Senators Tito Sotto and Chiz Escudero have been recently in the news, urging the President to certify as "urgent" the passage of the still controversial Freedom of Information Bill, which seems to be lagging behind in the Lower House even as the Upper House appears raring for its passage before Congress goes on recess in anticipation of the forthcoming elections.  That, after the passage of the even far more controversial RH Bill, thanks or no thanks to the presidential certification of its urgency during the dying days of last year.  Of course, whether or not the President would give in to the two Senators' request remains to be seen. 

But based at least on how the House has railroaded the passage of the RH Bill on the strength of the clear presidential intrusion into an otherwise purely legislative process, methinks, with due respect and with malice towards none, the President had abused, and might again be tempted to abuse,  his constitutional mandate in this regard.  I do not recall any past president had acted as arbitrarily before.     

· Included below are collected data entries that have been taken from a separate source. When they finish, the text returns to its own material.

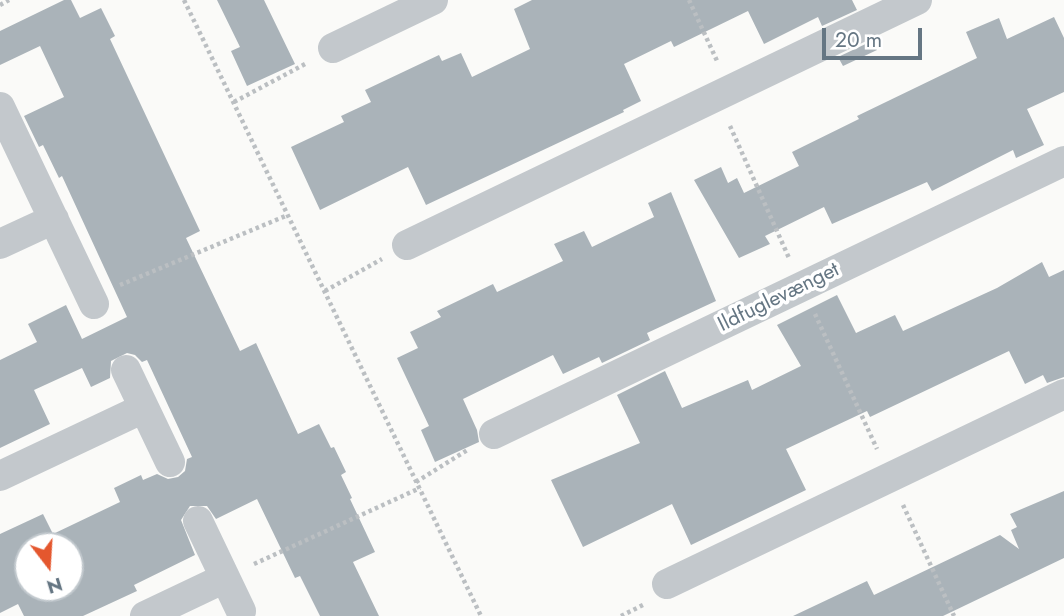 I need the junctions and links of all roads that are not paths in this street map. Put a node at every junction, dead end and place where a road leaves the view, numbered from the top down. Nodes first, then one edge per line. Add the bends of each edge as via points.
1 (433, 0) edge
2 (917, 0) edge
3 (333, 48) road end
4 (0, 107) edge
5 (1064, 161) edge
6 (54, 219) junction
7 (0, 244) edge
8 (407, 244) road end
9 (92, 301) road end
10 (126, 370) dead end
11 (1064, 394) edge
12 (144, 408) junction
13 (495, 434) road end
14 (170, 462) dead end
15 (0, 477) edge
16 (198, 521) dead end
17 (225, 578) junction
18 (667, 584) dead end
19 (242, 611) dead end
20 (145, 616) edge

1 - 3 street
2 - 8 street
4 - 6 street
5 - 13 street, Ildfuglevænget
6 - 7 street
6 - 9 street
10 - 12 street
11 - 18 street
12 - 14 street
12 - 15 street
16 - 17 street
17 - 19 street
17 - 20 street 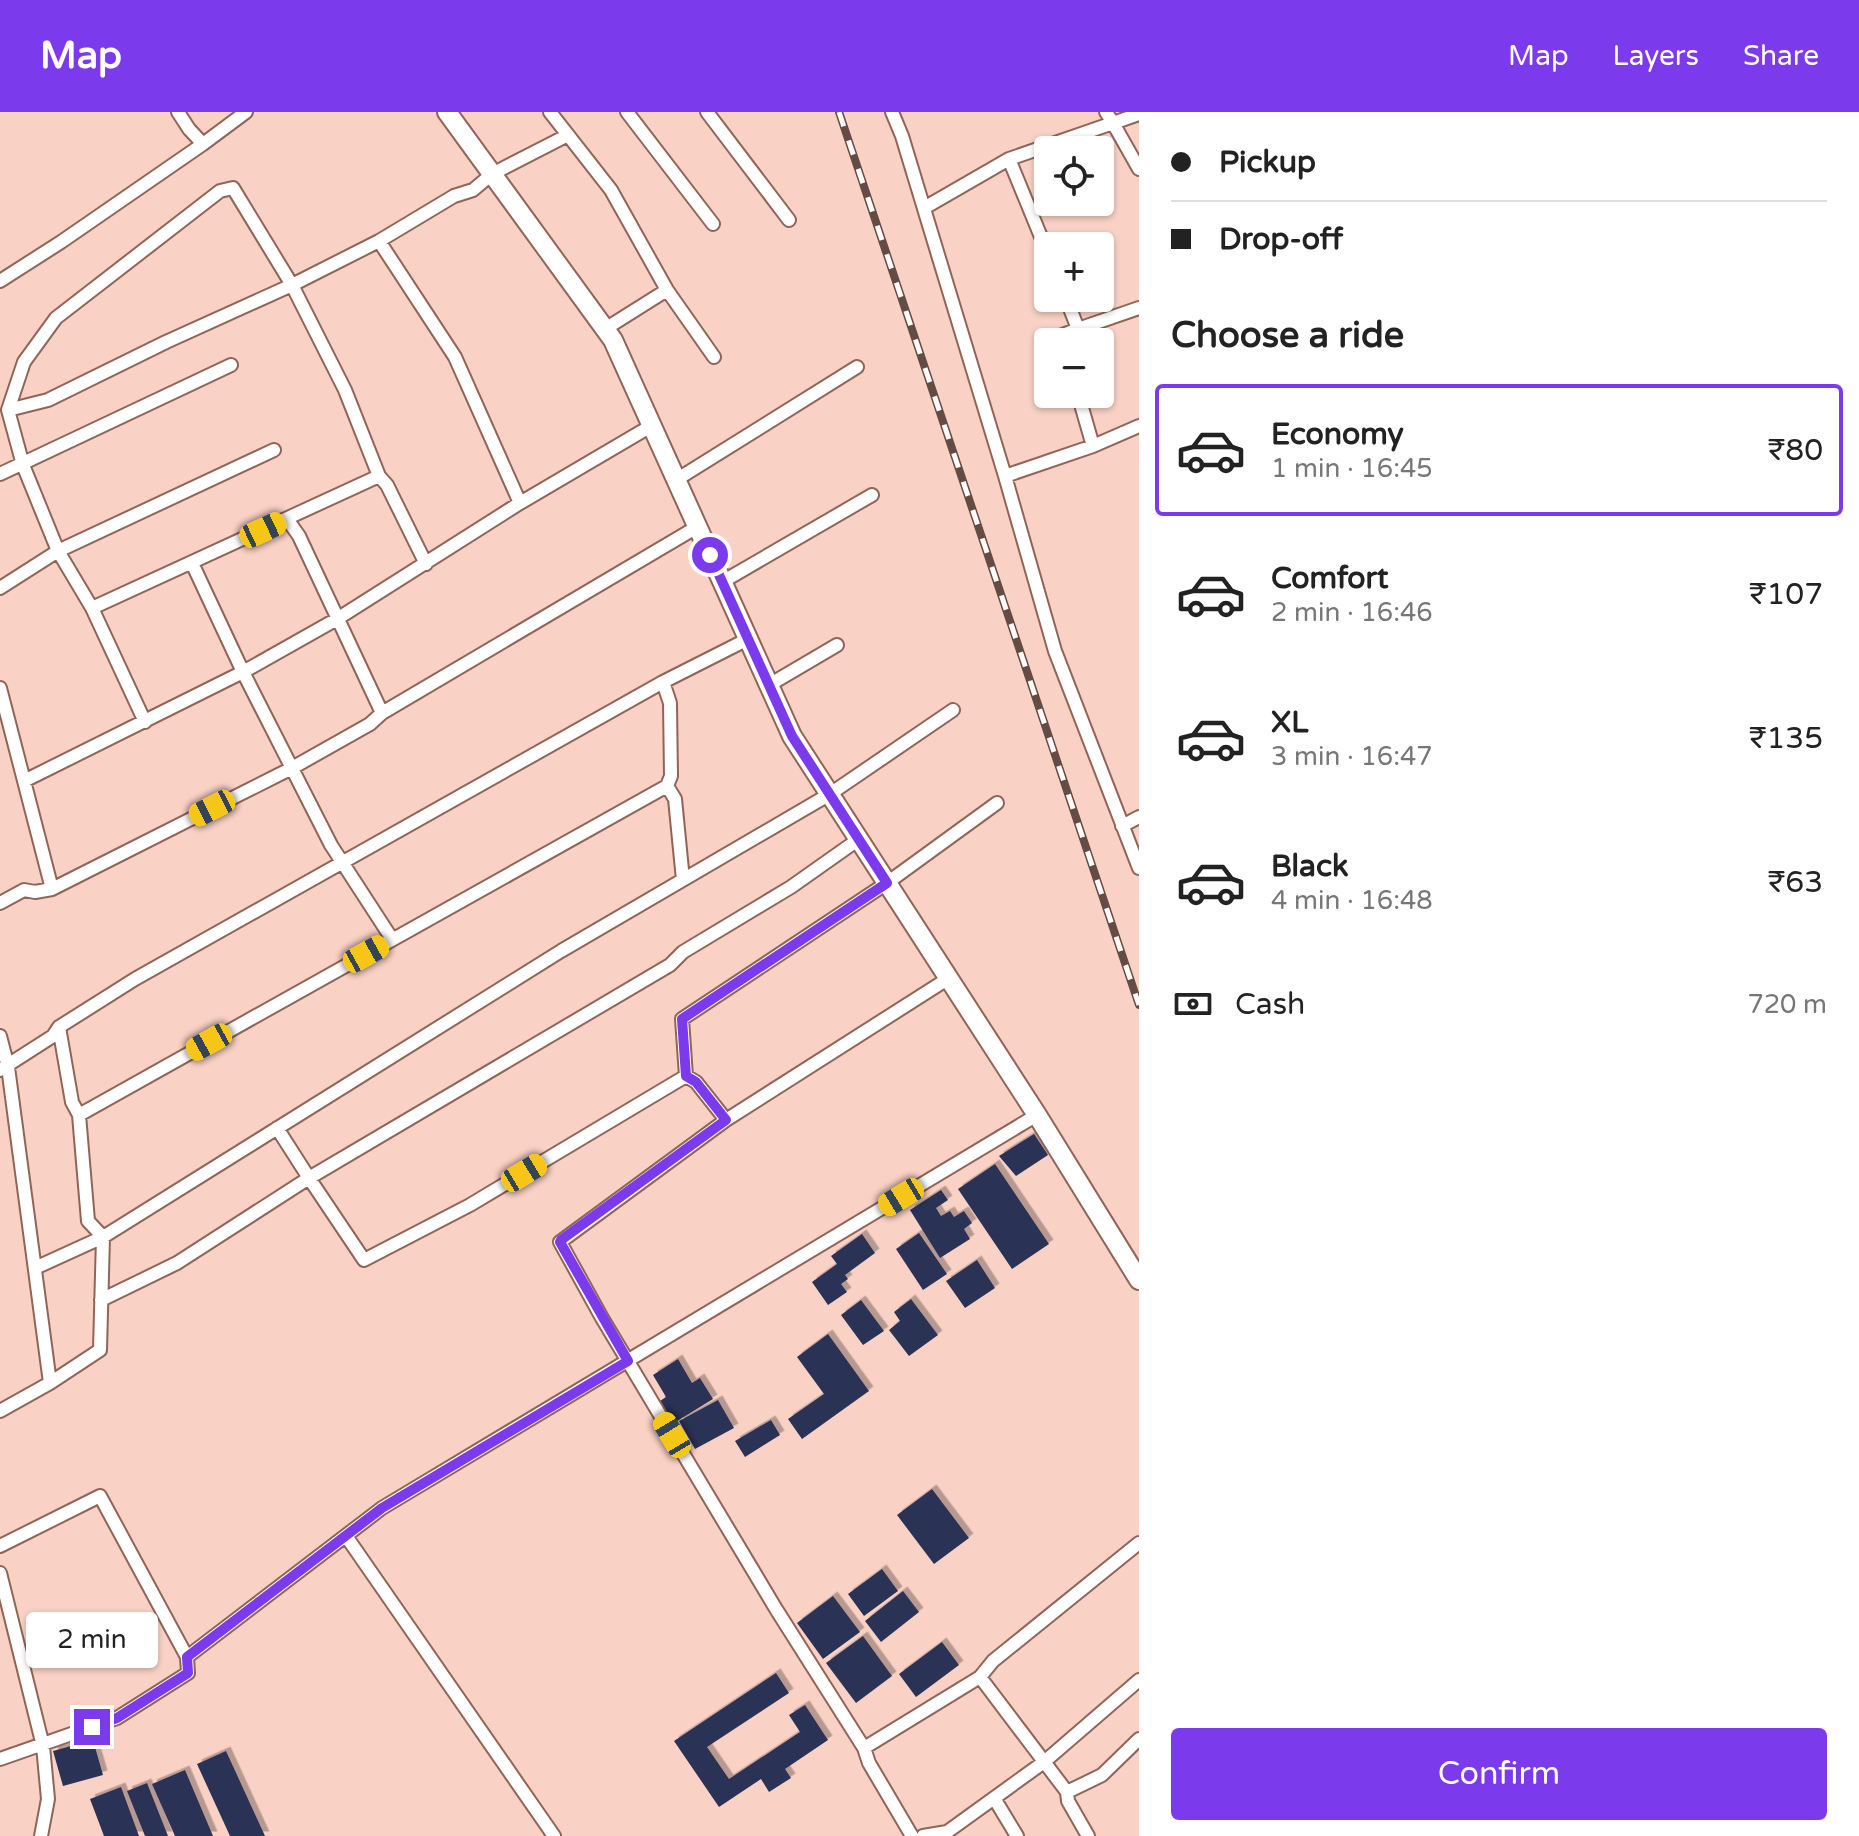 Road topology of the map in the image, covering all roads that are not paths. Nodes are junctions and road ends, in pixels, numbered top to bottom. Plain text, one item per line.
1 (178, 112) edge
2 (246, 112) edge
3 (447, 112) edge
4 (550, 112) edge
5 (627, 112) edge
6 (707, 112) edge
7 (892, 112) edge
8 (1139, 114) edge
9 (1109, 118) edge
10 (568, 135) junction
11 (203, 144) junction
12 (1009, 159) junction
13 (1139, 169) edge
14 (492, 174) junction
15 (924, 208) junction
16 (789, 220) dead end
17 (713, 224) dead end
18 (1039, 232) edge
19 (379, 241) junction
20 (0, 281) edge
21 (292, 285) junction
22 (667, 290) junction
23 (1139, 308) edge
24 (1081, 328) edge
25 (605, 329) junction
26 (714, 357) dead end
27 (231, 365) dead end
28 (857, 367) dead end
29 (1082, 408) edge
30 (8, 410) junction
31 (651, 426) junction
32 (1139, 426) edge
33 (1093, 446) junction
34 (274, 450) dead end
35 (23, 465) junction
36 (0, 474) edge
37 (379, 476) junction
38 (1005, 476) junction
39 (676, 480) junction
40 (872, 495) dead end
41 (520, 503) junction
42 (287, 519) junction
43 (697, 527) junction
44 (58, 551) junction
45 (192, 563) junction
46 (426, 564) junction
47 (722, 582) junction
48 (0, 588) edge
49 (92, 608) junction
50 (337, 619) junction
51 (748, 639) junction
52 (837, 645) dead end
53 (243, 672) junction
54 (663, 682) junction
55 (769, 685) junction
56 (0, 688) edge
57 (953, 710) dead end
58 (382, 713) junction
59 (145, 722) junction
60 (292, 768) junction
61 (24, 781) junction
62 (667, 786) junction
63 (830, 794) junction
64 (997, 803) dead end
65 (1139, 817) edge
66 (1122, 826) junction
67 (859, 839) junction
68 (344, 862) junction
69 (1139, 868) edge
70 (683, 880) junction
71 (887, 883) junction
72 (52, 889) junction
73 (0, 903) edge
74 (392, 939) junction
75 (949, 978) junction
76 (59, 1027) junction
77 (0, 1036) edge
78 (4, 1068) edge
79 (686, 1076) junction
80 (79, 1115) junction
81 (1037, 1115) junction
82 (726, 1120) junction
83 (277, 1128) junction
84 (309, 1178) junction
85 (103, 1237) junction
86 (35, 1268) junction
87 (1139, 1280) edge
88 (101, 1300) junction
89 (628, 1361) junction
90 (50, 1383) junction
91 (0, 1411) edge
92 (346, 1536) junction
93 (1139, 1543) edge
94 (0, 1546) edge
95 (0, 1573) edge
96 (187, 1657) junction
97 (980, 1677) junction
98 (1139, 1680) edge
99 (1139, 1739) edge
100 (43, 1746) junction
101 (864, 1748) junction
102 (0, 1759) edge
103 (1044, 1762) junction
104 (1067, 1792) junction
105 (994, 1798) junction
106 (948, 1834) edge
107 (41, 1836) edge
108 (554, 1836) edge
109 (912, 1836) edge
110 (923, 1836) edge
111 (1017, 1836) edge
112 (1088, 1836) edge

1 - 11 street
2 - 11 street
3 - 14 street
4 - 10 street
5 - 17 street
6 - 16 street
7 - 15 street
8 - 9 street
9 - 12 street
9 - 13 street
10 - 14 street
10 - 22 street
11 - 20 street
12 - 15 street
12 - 18 street
14 - 19 street
14 - 25 street
15 - 38 street
19 - 21 street
19 - 41 street
21 - 30 street
21 - 30 street
21 - 37 street
22 - 25 street
22 - 26 street
23 - 24 street
25 - 31 street
27 - 35 street
28 - 39 street
29 - 33 street
30 - 35 street
31 - 39 street
31 - 41 street
32 - 33 street
33 - 38 street
34 - 44 street
35 - 36 street
35 - 44 street
37 - 42 street
37 - 46 street
38 - 66 street
39 - 43 street
40 - 47 street
41 - 46 street
42 - 45 street
42 - 50 street
43 - 47 street
43 - 58 street
44 - 48 street
44 - 49 street
45 - 49 street
45 - 53 street
46 - 50 street
47 - 51 street
49 - 59 street
50 - 53 street
50 - 58 street
51 - 54 street
51 - 55 street
52 - 55 street
53 - 59 street
53 - 60 street
54 - 62 street
54 - 68 street
55 - 63 street
56 - 61 street
57 - 63 street
58 - 60 street
59 - 61 street
60 - 68 street
60 - 72 street
61 - 72 street
62 - 70 street
62 - 74 street
63 - 67 street
63 - 70 street
64 - 71 street
65 - 66 street
66 - 69 street
67 - 71 street
67 - 84 street
68 - 74 street
68 - 76 street
70 - 83 street
71 - 75 street
71 - 79 street
72 - 73 street
74 - 80 street
75 - 81 street
75 - 82 street
76 - 78 street
76 - 80 street
77 - 78 street
78 - 86 street
79 - 82 street
79 - 84 street
80 - 85 street
81 - 87 street
81 - 89 street
82 - 89 street
83 - 84 street
83 - 85 street
84 - 88 street
85 - 86 street
85 - 88 street
86 - 90 street
88 - 90 street
89 - 92 street
89 - 101 street
90 - 91 street
92 - 96 street
92 - 108 street
93 - 97 street
94 - 96 street
95 - 100 street
96 - 100 street
97 - 101 street
97 - 103 street
98 - 103 street
99 - 104 street
100 - 102 street
100 - 107 street
101 - 109 street
103 - 104 street
103 - 105 street
104 - 112 street
105 - 106 street
105 - 111 street
106 - 110 street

And that is because Section 26(2), Article VI of the Constitution clearly provides that "no bill passed by either House shall become a law unless it has passed three readings on separate days, and printed copies thereof in its final form have been distributed to each members three days before its passage, except when the President certifies to the necessity of its immediate enactment to meet a public calamity or emergency.  There can be no gainsaying the fact that the passage of the RH Bill satisfactorily complied with the  "three readings" and "printing and distribution of copies" requirement.  But, for heaven's sake,  where lies the "necessity of its immediate passage to meet a public calamity or emergency?  Everybody knows that that  legislation had undergone very rough sailing in Congress for at least two decades and, up until its final passage, it had been so monumentally  controversial as to divide public opinion practically in the middle.  And so, what kind of calamity or emergency would the nation pass through if the bill had been left for further and deeper national deliberation and discernment?  Of course, what has been done may never be undone, so the saying goes.

Meanwhile, the present administration is known to be lukewarm or indifferent to the passage of the FOI or Freedom of Information Bill  without the ROR "right of reply" proviso inserted, which nonetheless Congress apparently contradicts..  Under this situation. I cannot help but think:  Aren't Sotto and Escudero, who were both against the RH Bill, perhaps just trying to give the President a bitter dose of his own medicine?  I mean, the Senators might be speaking silently in their minds: "Mr. President, you have certified as urgent the passage of the RH Bill even though there is no known calamity or emergency situation threatening the nation even if it were temporarily shelved for further deliberation.  Well, there may not also exist any public calamity or national emergency if the FOI bill, also long debated in previous Congresses, were not immediately passed.   But then, Mr. President,  you should be obliged  follow your own precedent!"  .  

At any rate, these thoughts are mere products of my oftentimes wild and curious imaginations.   Let us then simply  wait and see.